(Saved entries)

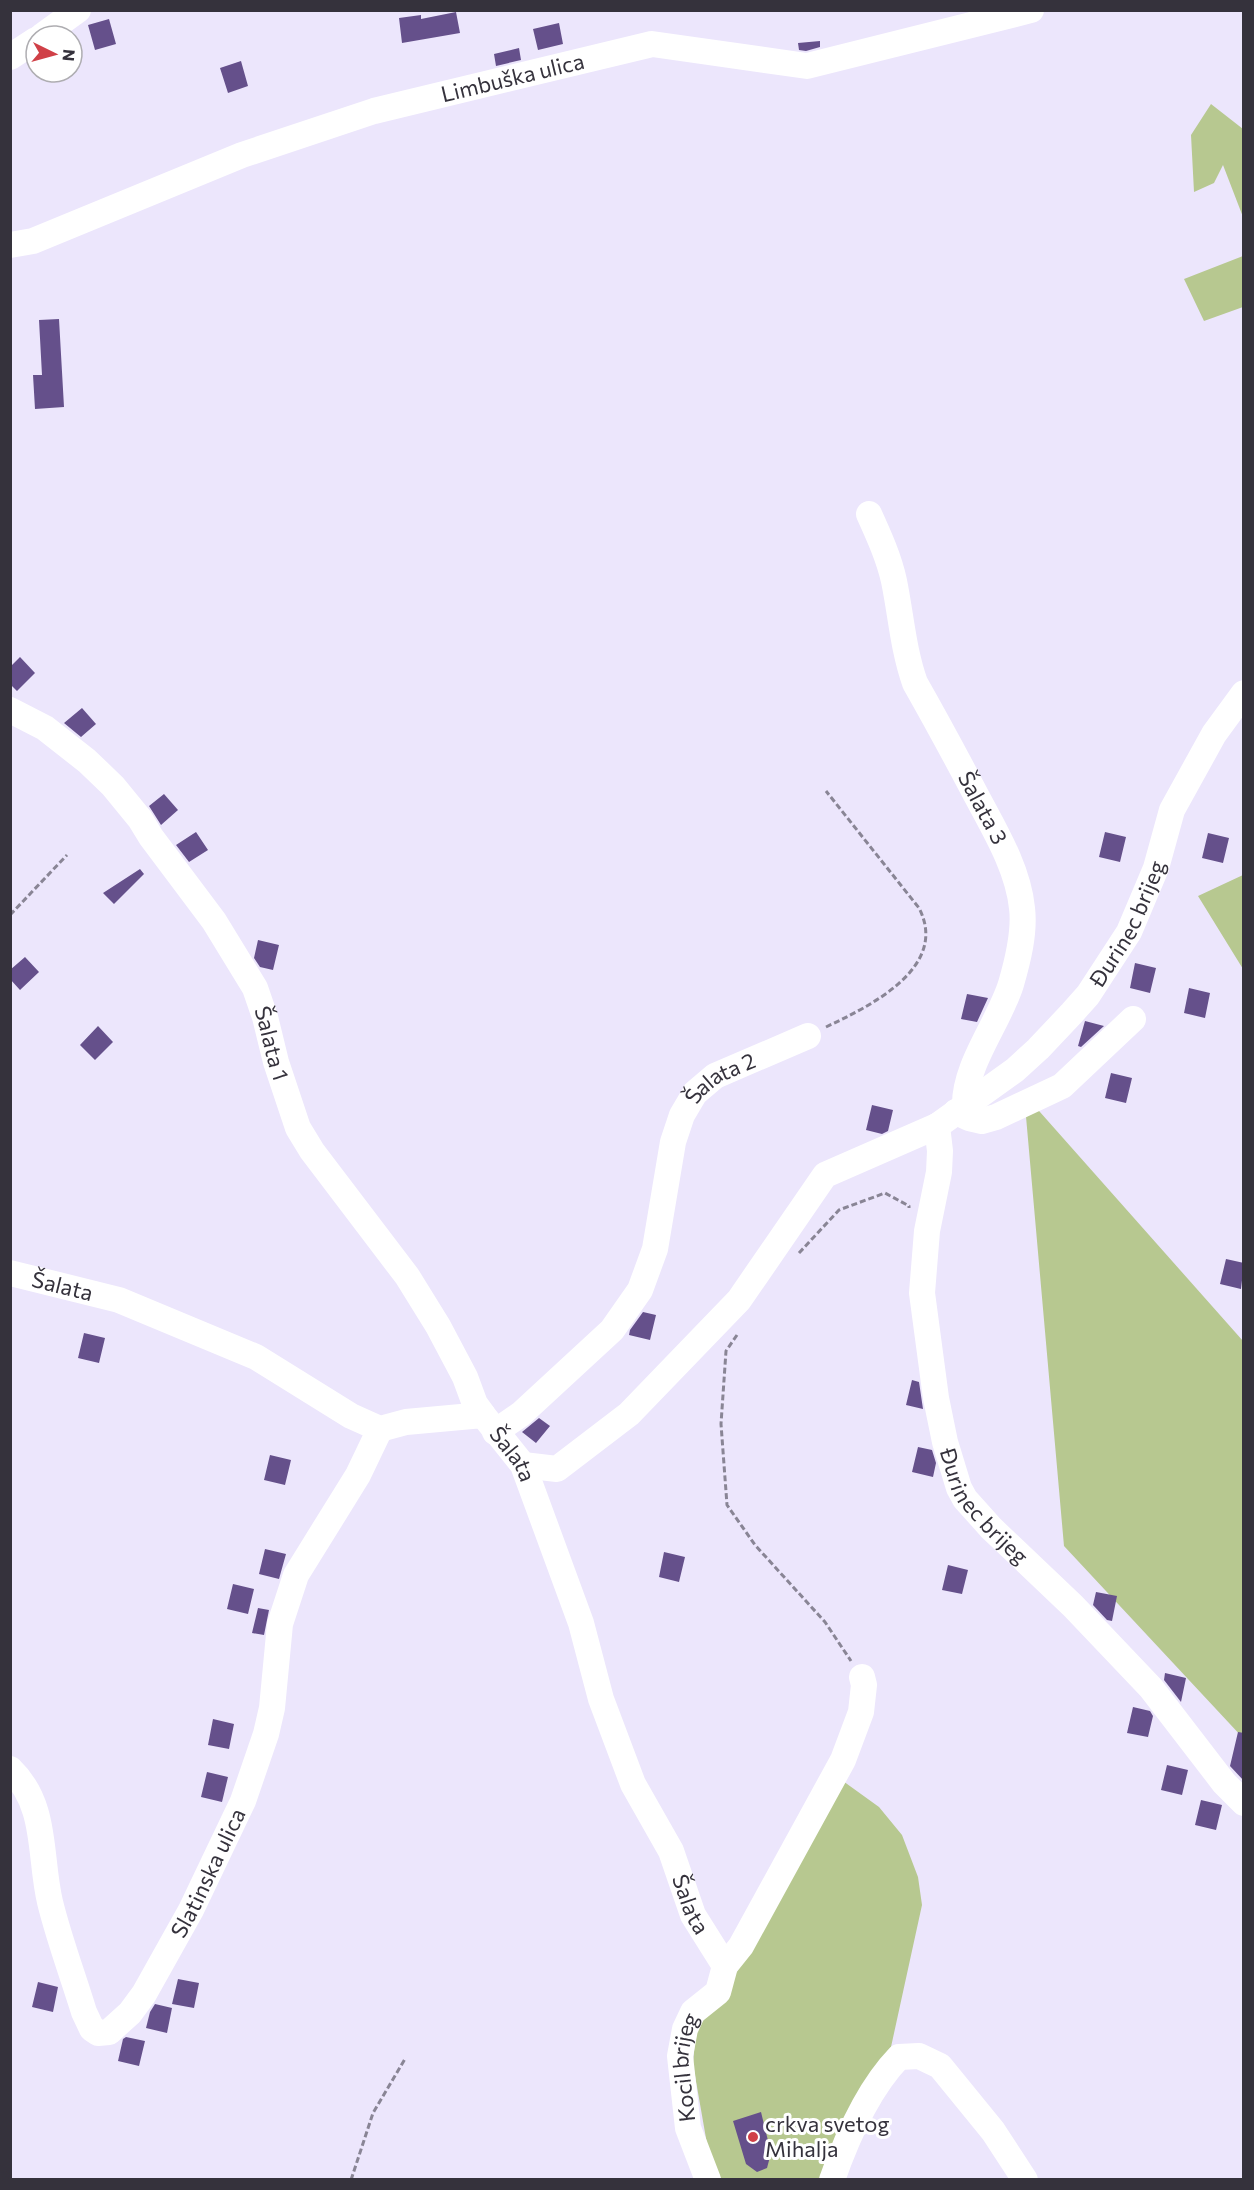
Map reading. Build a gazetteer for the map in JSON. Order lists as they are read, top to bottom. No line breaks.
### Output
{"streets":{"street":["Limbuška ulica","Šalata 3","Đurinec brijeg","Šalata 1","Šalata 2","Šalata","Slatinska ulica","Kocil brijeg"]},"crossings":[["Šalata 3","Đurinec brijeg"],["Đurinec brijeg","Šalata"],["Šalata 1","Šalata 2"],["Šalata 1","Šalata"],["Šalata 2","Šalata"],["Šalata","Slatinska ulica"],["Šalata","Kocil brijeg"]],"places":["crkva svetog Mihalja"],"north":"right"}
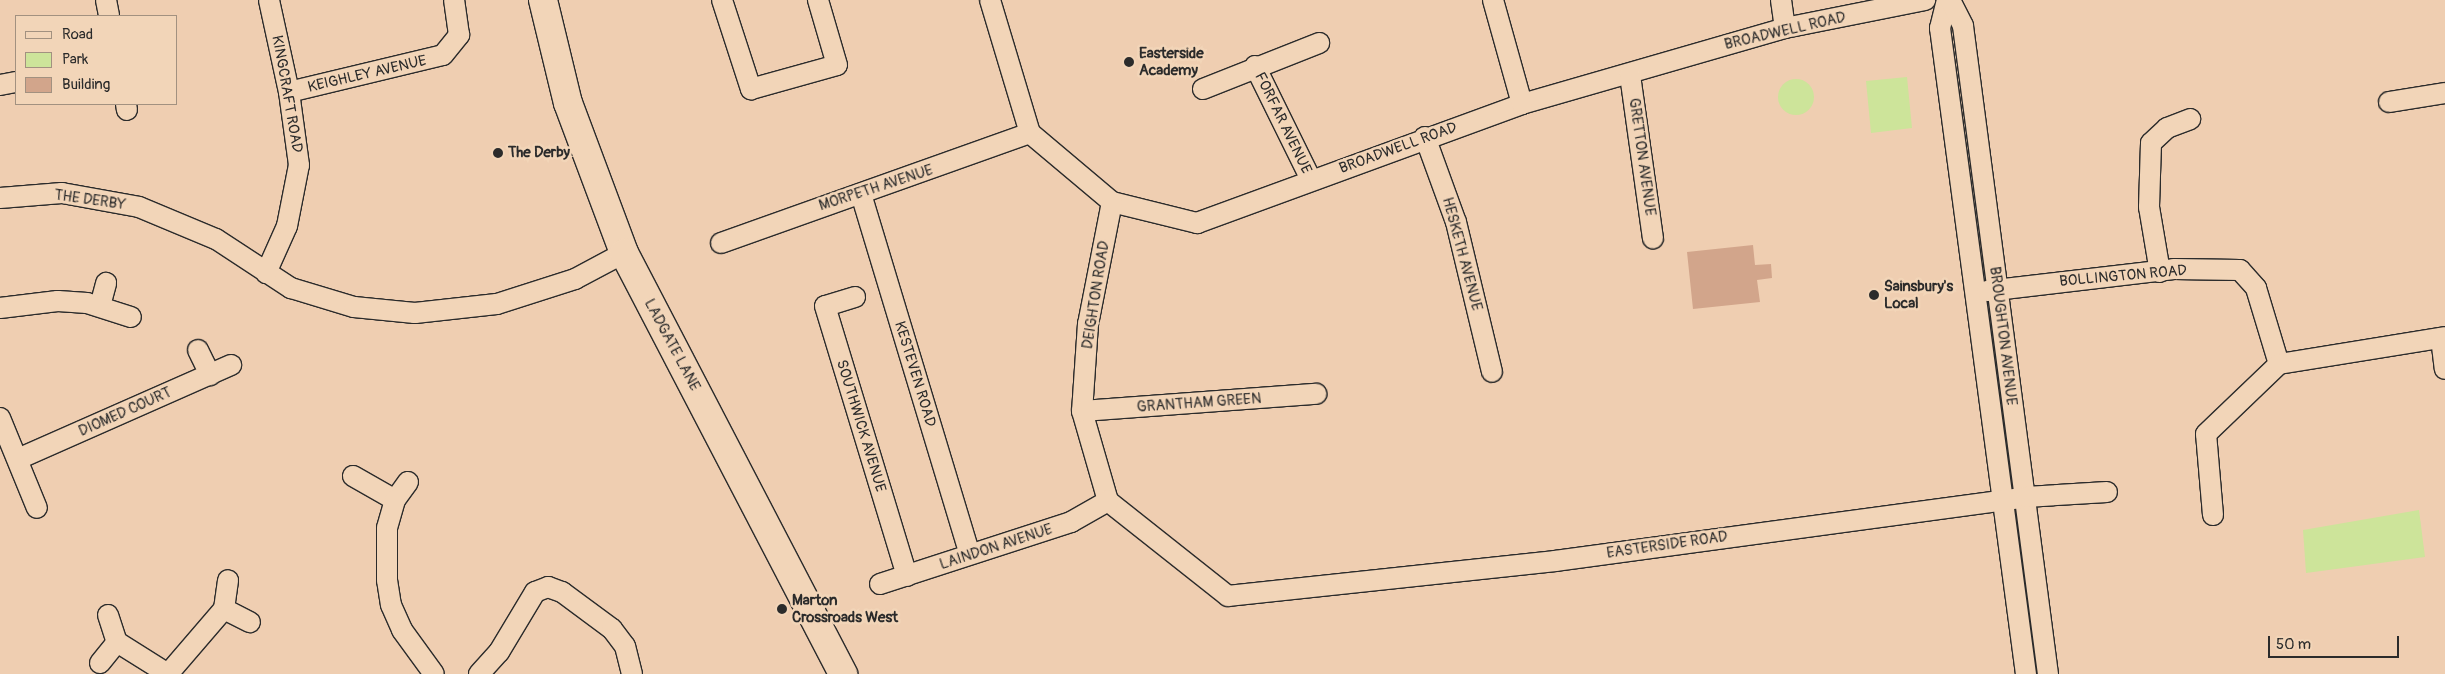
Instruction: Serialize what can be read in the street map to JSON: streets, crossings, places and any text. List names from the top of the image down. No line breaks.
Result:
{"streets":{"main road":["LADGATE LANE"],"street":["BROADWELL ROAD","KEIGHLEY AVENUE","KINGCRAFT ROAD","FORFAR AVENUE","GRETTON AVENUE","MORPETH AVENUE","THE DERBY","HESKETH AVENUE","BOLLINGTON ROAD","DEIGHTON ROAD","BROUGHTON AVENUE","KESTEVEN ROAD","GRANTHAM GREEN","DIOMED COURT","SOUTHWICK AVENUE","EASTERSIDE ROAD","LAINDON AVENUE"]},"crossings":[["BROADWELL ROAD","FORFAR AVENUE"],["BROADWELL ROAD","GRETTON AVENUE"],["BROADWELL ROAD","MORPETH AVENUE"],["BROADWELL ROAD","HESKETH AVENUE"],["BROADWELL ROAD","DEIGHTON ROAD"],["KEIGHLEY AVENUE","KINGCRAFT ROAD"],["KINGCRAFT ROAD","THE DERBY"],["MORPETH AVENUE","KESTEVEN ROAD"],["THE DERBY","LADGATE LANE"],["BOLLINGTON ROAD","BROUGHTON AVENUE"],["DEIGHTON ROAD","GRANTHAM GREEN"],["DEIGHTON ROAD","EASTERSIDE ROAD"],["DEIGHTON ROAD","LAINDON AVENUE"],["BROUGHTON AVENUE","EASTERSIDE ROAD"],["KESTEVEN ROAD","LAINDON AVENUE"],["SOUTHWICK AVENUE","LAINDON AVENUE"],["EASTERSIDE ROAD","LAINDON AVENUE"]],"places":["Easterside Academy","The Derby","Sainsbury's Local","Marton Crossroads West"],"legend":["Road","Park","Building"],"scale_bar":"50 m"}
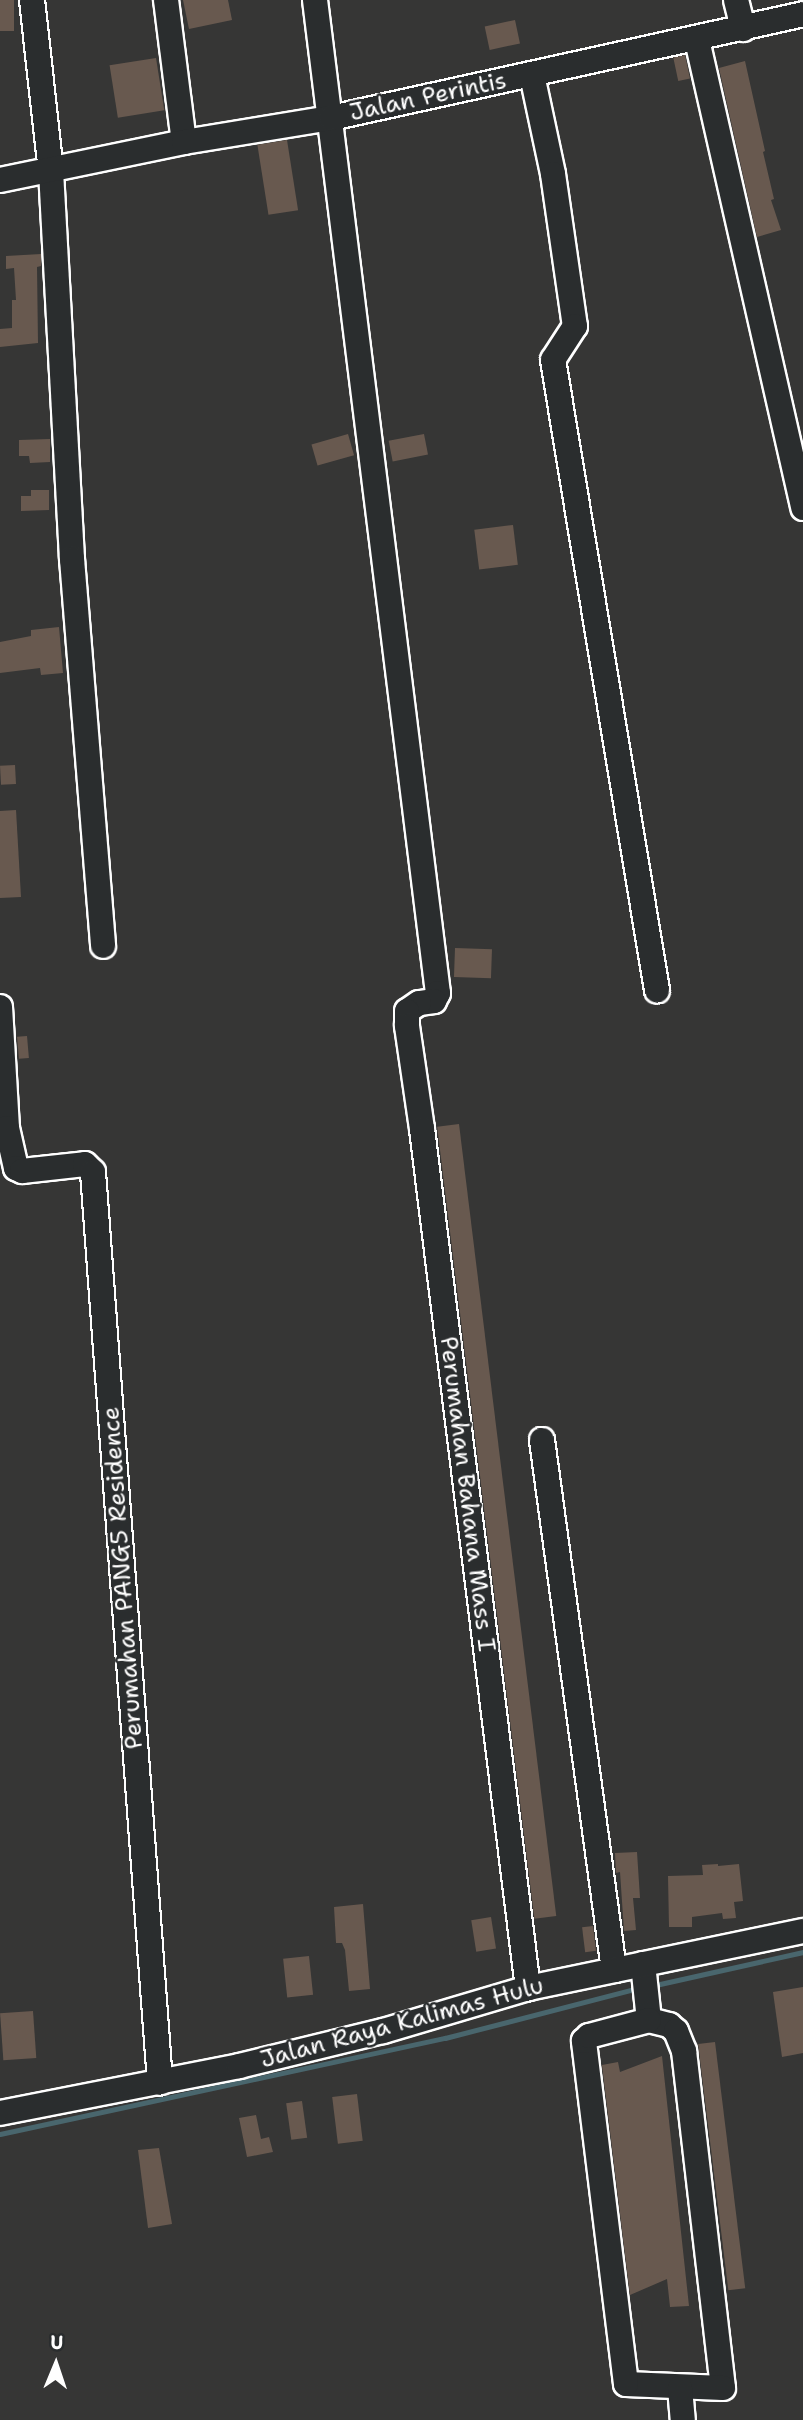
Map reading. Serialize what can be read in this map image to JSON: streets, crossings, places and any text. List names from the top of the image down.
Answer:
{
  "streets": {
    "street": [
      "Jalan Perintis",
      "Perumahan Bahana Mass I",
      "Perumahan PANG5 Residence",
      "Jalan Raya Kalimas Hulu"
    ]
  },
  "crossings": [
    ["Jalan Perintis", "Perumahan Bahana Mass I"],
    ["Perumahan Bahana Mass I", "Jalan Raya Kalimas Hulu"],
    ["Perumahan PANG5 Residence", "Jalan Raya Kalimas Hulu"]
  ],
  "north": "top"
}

### What to work on:
Word for word, restate all of the records. Exclude the pictures.

### Output of the exercise:
Map reading. Build a gazetteer for the map in JSON. Order lists as they are read, top to bottom. No line breaks.
### Output
{"streets":{"street":["Limbuška ulica","Šalata 3","Đurinec brijeg","Šalata 1","Šalata 2","Šalata","Slatinska ulica","Kocil brijeg"]},"crossings":[["Šalata 3","Đurinec brijeg"],["Đurinec brijeg","Šalata"],["Šalata 1","Šalata 2"],["Šalata 1","Šalata"],["Šalata 2","Šalata"],["Šalata","Slatinska ulica"],["Šalata","Kocil brijeg"]],"places":["crkva svetog Mihalja"],"north":"right"}
Instruction: Serialize what can be read in the street map to JSON: streets, crossings, places and any text. List names from the top of the image down. No line breaks.
Result:
{"streets":{"main road":["LADGATE LANE"],"street":["BROADWELL ROAD","KEIGHLEY AVENUE","KINGCRAFT ROAD","FORFAR AVENUE","GRETTON AVENUE","MORPETH AVENUE","THE DERBY","HESKETH AVENUE","BOLLINGTON ROAD","DEIGHTON ROAD","BROUGHTON AVENUE","KESTEVEN ROAD","GRANTHAM GREEN","DIOMED COURT","SOUTHWICK AVENUE","EASTERSIDE ROAD","LAINDON AVENUE"]},"crossings":[["BROADWELL ROAD","FORFAR AVENUE"],["BROADWELL ROAD","GRETTON AVENUE"],["BROADWELL ROAD","MORPETH AVENUE"],["BROADWELL ROAD","HESKETH AVENUE"],["BROADWELL ROAD","DEIGHTON ROAD"],["KEIGHLEY AVENUE","KINGCRAFT ROAD"],["KINGCRAFT ROAD","THE DERBY"],["MORPETH AVENUE","KESTEVEN ROAD"],["THE DERBY","LADGATE LANE"],["BOLLINGTON ROAD","BROUGHTON AVENUE"],["DEIGHTON ROAD","GRANTHAM GREEN"],["DEIGHTON ROAD","EASTERSIDE ROAD"],["DEIGHTON ROAD","LAINDON AVENUE"],["BROUGHTON AVENUE","EASTERSIDE ROAD"],["KESTEVEN ROAD","LAINDON AVENUE"],["SOUTHWICK AVENUE","LAINDON AVENUE"],["EASTERSIDE ROAD","LAINDON AVENUE"]],"places":["Easterside Academy","The Derby","Sainsbury's Local","Marton Crossroads West"],"legend":["Road","Park","Building"],"scale_bar":"50 m"}
Map reading. Serialize what can be read in this map image to JSON: streets, crossings, places and any text. List names from the top of the image down.
Answer:
{
  "streets": {
    "street": [
      "Jalan Perintis",
      "Perumahan Bahana Mass I",
      "Perumahan PANG5 Residence",
      "Jalan Raya Kalimas Hulu"
    ]
  },
  "crossings": [
    ["Jalan Perintis", "Perumahan Bahana Mass I"],
    ["Perumahan Bahana Mass I", "Jalan Raya Kalimas Hulu"],
    ["Perumahan PANG5 Residence", "Jalan Raya Kalimas Hulu"]
  ],
  "north": "top"
}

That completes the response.